一つの集団は、一人の裏切者と一人の犠牲者を生み出すことによって完成され、集団は論理的に構成される。はじめにキリストがあって十二人が従ったのではなく、変転としてとらえどころのない奇妙な関係の中に十三人が居て、放浪の末にユダとキリストを生むことによって一つの関係として完成された。ユダが裏切者として発明されることによってはじめてキリストが犠牲者となり得た。創世記のアブラハムの物語にも、一方的に神にのめりこむ心情が自らのうちに裏切者を用意しそれに対する憎悪で相殺され安定する契機が読み取れる。裏切者は集団の対人関係の独立して自己完結しようとするメカニズムが必然的に生み出す形態であり、裏切るという行為は相対的で集団は永遠にそれを対象化できず、そのため内部を律するメカニズムを持続的に緊張させつづける。新約ではキリストは外部勢力よりもユダに対して緊張し、集団は外部に対抗するより自己完結を選び、自ら裏切者を用意した。集団は衰弱期に自己完結を目指し、裏切者と犠牲者によって緊張しあう安定を得るのである。私たちは、内部に敵を作らなくてもやっていけるように、個々人がもっと強くなるべきだ。
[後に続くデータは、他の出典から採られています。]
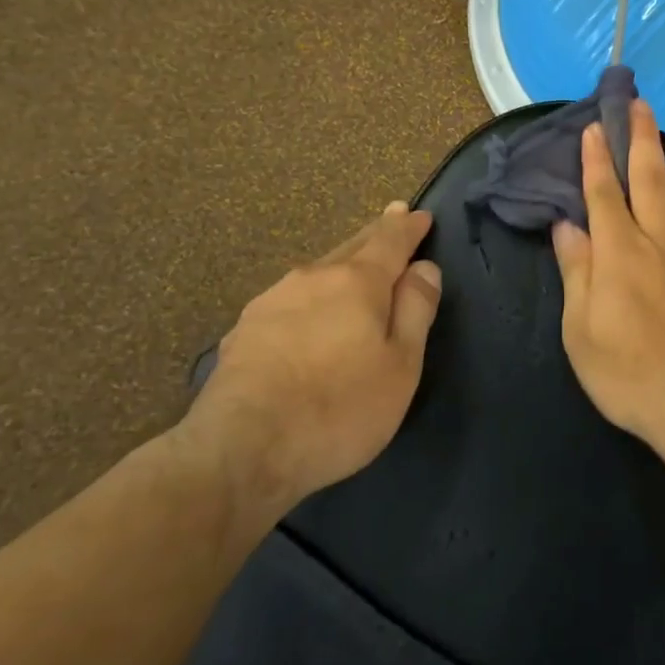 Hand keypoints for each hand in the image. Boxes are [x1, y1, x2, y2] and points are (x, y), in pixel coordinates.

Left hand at [179, 202, 441, 520]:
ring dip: (341, 265)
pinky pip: (290, 300)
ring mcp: (272, 301)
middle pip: (352, 247)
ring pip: (318, 272)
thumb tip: (424, 268)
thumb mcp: (400, 365)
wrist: (240, 450)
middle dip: (376, 234)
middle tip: (391, 218)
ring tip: (353, 266)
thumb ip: (415, 310)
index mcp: (357, 282)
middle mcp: (313, 278)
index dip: (408, 227)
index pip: (390, 240)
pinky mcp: (243, 330)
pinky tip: (307, 314)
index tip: (420, 214)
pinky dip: (310, 297)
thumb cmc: (338, 409)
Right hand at [552, 100, 664, 454]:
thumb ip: (576, 272)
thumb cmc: (630, 374)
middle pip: (649, 179)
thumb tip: (567, 226)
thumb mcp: (581, 331)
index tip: (593, 127)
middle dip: (640, 139)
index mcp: (619, 252)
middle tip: (639, 103)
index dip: (596, 159)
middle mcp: (662, 239)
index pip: (602, 194) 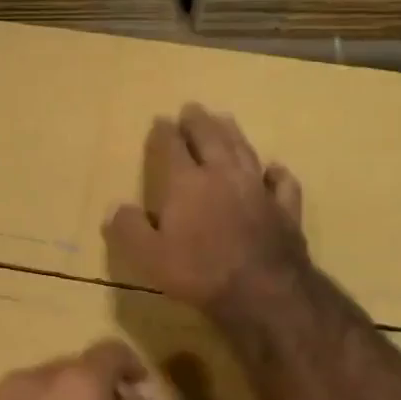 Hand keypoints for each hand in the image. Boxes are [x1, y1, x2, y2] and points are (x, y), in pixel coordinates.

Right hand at [105, 104, 308, 317]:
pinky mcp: (285, 209)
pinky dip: (276, 172)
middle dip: (199, 121)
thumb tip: (115, 208)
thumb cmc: (199, 272)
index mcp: (187, 183)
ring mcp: (258, 189)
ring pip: (245, 150)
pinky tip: (273, 169)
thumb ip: (129, 229)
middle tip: (192, 108)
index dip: (164, 132)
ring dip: (233, 133)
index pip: (172, 147)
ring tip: (226, 120)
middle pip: (211, 138)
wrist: (262, 290)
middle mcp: (223, 175)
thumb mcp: (148, 256)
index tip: (160, 120)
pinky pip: (281, 182)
まず第一に、心構えとして、うまく行かないことを他人のせいにするのではなく、まず自分の努力不足として考えることだ。

第二に、為政者が、内部の敵を作る前に、情報を公開することである。オープンな情報が流れれば、だれかを一方的にスケープゴートに仕立てるというやり方は通用しなくなるだろう。宗教団体なども、内部の話し合いを公開するようにすれば、オウム真理教のような行き過ぎには至らないだろう。しかし、オープンにすると、話し合いそのものがないということが明らかになるかもしれない。